Мужчина сует раненную руку в карман. Он удивлен и какое-то время раздумывает.
— Ну я и шляпа! — раздражено бьет он себя по лбу. — Она осталась в Помпее. Все это по причине этого белого костюма! — Он смотрит на свое летнее, легкое одеяние, находящееся теперь в достойном сожаления состоянии. — Я присел там на газете, чтобы не запачкать брюки, а когда встал, то совершенно забыл про нее. Вы знаете территорию помпейских раскопок? Так вот, я сидел под одной из четырех малых мельниц. Газета лежит на каменном основании жернова, сразу же рядом с развалинами пекарни…
— Так что вы на ней записали?
— Номера не заблокированных каналов. Занзара поручил мне передать их вам. Только в этих каналах…
Мужчина бледнеет. Я догадываюсь, что только сейчас он начинает чувствовать результаты несчастного случая. Он пошатывается на скамейке, я пытаюсь его поддержать, но его тело выскользает у меня из рук и падает на перрон.
— Звони в скорую! — кричу я Лючии, потом присаживаюсь на корточках рядом с таинственным мужчиной. — Откуда вы сюда прибыли?
— С восемнадцатого канала.
— Кто такой Занзара?
Мужчина смотрит на меня пустым взглядом. Потом открывает рот, как бы пытаясь что-то сказать. Я наклоняюсь над ним, но слышу только одно слово:
— Блокада…
— Я не понимаю, о какой блокаде вы говорите. На газете что, записаны номера стереонов?
Раненый закрывает глаза. Прибывает карета скорой помощи. И в тот же самый момент на стенах появляются глубокие трещины. Очертания перрона дрожат, словно струны под напряжением, которое невозможно выдержать.
И вдруг меня окружает совершеннейший хаос. Все стены, принадлежащие моменту времени катастрофы, в один момент превращаются в развалины. Крыша станции валится на перрон. Кружащиеся в пространстве автомобили, скрученные в узлы рельсы, кирпичи, бетонные блоки и стальные конструкции пушечными снарядами пронзают наши тела. В течение нескольких секунд я слышу рев урагана, сметающего дома с поверхности земли. Но призрак катастрофы еще раз застывает в очередной фазе разрушения: образ рассыпающихся стен — проникающий сквозь обычную реальность города — застывает в полной неподвижности.

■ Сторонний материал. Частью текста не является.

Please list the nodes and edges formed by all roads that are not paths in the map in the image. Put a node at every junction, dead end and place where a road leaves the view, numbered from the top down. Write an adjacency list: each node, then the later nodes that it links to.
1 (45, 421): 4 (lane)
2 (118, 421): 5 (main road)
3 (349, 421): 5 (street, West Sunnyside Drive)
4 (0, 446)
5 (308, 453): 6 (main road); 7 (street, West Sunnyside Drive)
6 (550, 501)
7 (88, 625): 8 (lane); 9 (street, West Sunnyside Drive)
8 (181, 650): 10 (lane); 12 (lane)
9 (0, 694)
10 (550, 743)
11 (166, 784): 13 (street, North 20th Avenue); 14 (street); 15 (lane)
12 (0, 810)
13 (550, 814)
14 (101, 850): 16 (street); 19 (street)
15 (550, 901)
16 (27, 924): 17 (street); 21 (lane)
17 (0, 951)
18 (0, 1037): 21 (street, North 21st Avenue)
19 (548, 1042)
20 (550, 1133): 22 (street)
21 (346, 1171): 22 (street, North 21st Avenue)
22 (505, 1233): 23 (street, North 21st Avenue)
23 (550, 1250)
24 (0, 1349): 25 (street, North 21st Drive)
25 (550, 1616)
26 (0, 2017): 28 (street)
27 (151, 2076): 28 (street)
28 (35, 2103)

Стены и колонны, раздавливаемые волной чудовищного давления, каменеют по пути падения на землю; контуры разодранных циклоном конструкций висят в пространстве, занятом их неповрежденными соответствиями из времени, предшествующего землетрясение. Это удвоенное видение сопровождается звенящей тишиной, в которой врач скорой помощи сообщает, что мужчина в белом костюме мертв.

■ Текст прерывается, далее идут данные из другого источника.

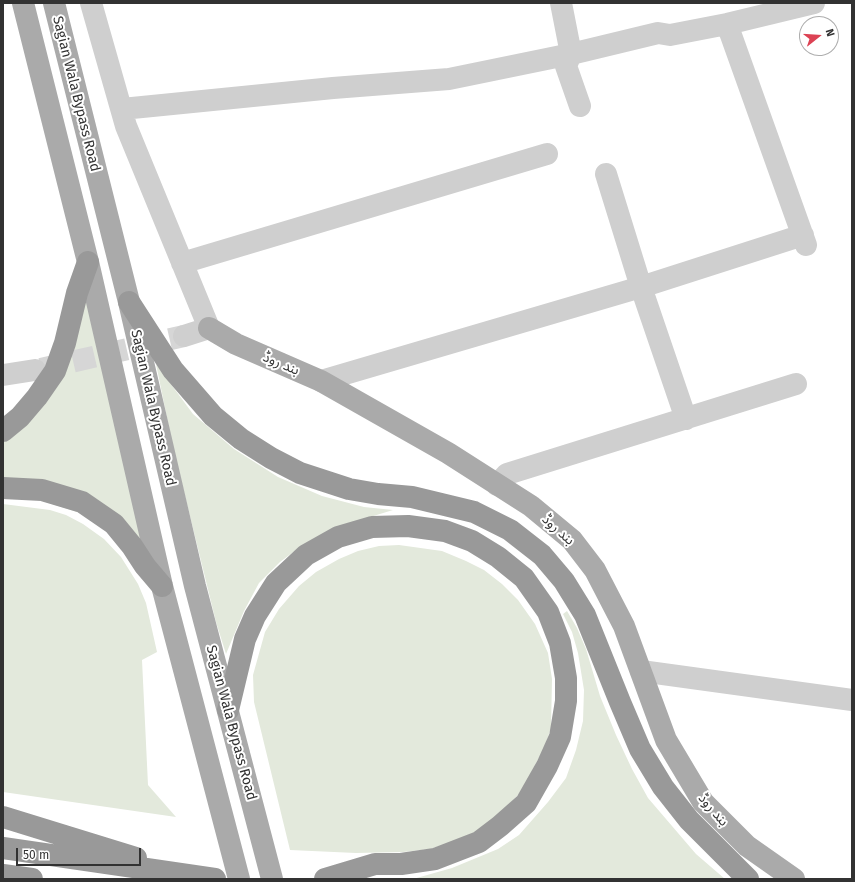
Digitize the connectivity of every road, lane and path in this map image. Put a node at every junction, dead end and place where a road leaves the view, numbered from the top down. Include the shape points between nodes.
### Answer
1 (23, 3) edge
2 (54, 3) edge
3 (91, 3) edge
4 (561, 3) edge
5 (814, 3) edge
6 (727, 24) junction
7 (571, 54) junction
8 (580, 106) dead end
9 (122, 110) junction
10 (548, 154) dead end
11 (606, 174) dead end
12 (88, 262) junction
13 (182, 263) junction
14 (641, 287) junction
15 (129, 302) junction
16 (209, 328) junction
17 (184, 336) tunnel mouth
18 (35, 370) tunnel mouth
19 (3, 375) edge
20 (322, 381) junction
21 (796, 384) dead end
22 (686, 419) junction
23 (3, 431) edge
24 (497, 485) junction
25 (3, 488) edge
26 (162, 586) junction
27 (641, 671) junction
28 (852, 700) edge
29 (228, 710) junction
30 (3, 817) edge
31 (3, 848) edge
32 (3, 875) edge
33 (189, 876) junction
34 (32, 879) edge
35 (215, 879) edge
36 (239, 879) edge
37 (272, 879) edge
38 (325, 879) edge
39 (748, 879) edge
40 (794, 879) edge

1 - 12 main road, Sagian Wala Bypass Road
2 - 15 main road, Sagian Wala Bypass Road
3 - 9 street
4 - 7 street
5 - 6 street
6 - 7 street via 670,35 658,33
6 - 14 street via 804,240
7 - 8 street via 566,66
7 - 9 street via 449,79
9 - 13 street via 126,126
10 - 13 street
11 - 14 street
12 - 23 highway via 55,371 20,417
12 - 26 main road, Sagian Wala Bypass Road
13 - 16 street
14 - 20 street
14 - 22 street
15 - 29 main road, Sagian Wala Bypass Road via 195,586
15 - 39 highway via 173,370 213,416 270,458 300,473 349,489 412,497 474,512 510,530 542,555 564,581 585,615 640,750 663,787 689,820
16 - 17 street
16 - 20 main road, بند روڈ via 236,344
18 - 19 street
20 - 24 main road, بند روڈ
21 - 22 street
22 - 24 street via 507,474
24 - 27 main road, بند روڈ via 531,506 572,540 596,570 624,626
25 - 26 highway via 42,490 82,502 114,524
26 - 36 main road, Sagian Wala Bypass Road
27 - 28 street
27 - 40 main road, بند روڈ via 666,740 703,802 746,846
29 - 37 main road, Sagian Wala Bypass Road
29 - 38 highway via 254,616 276,583 306,555 338,537 372,527 408,526 445,531 498,556 524,578 548,612 560,643 566,678 566,701 560,737 526,803 479,842 435,859 401,864 375,864
30 - 33 highway
31 - 33 highway
32 - 34 highway
33 - 35 highway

Вместе с Лючией мы выходим на улицу, садимся в такси и едем в Помпею. Автомобиль пронзает асфальтовые горы, вздыбившиеся на шоссе в тех местах, где произошло перемещение пород в результате усилившейся активности вулкана.
Даже картину развалин древнего города я вижу в двух совершенно различных версиях. На территории музея нет ни единой экскурсии. В баре для туристов сидит пару человек. Мы спрашиваем про мельницы. Развалины пекарни, похоже, находятся где-то недалеко. Мы проходим форум. Окружающий меня вид напоминает трехмерную фотографию песчаного замка, сделанную в тот самый миг, когда его смывает с пляжа высокая волна.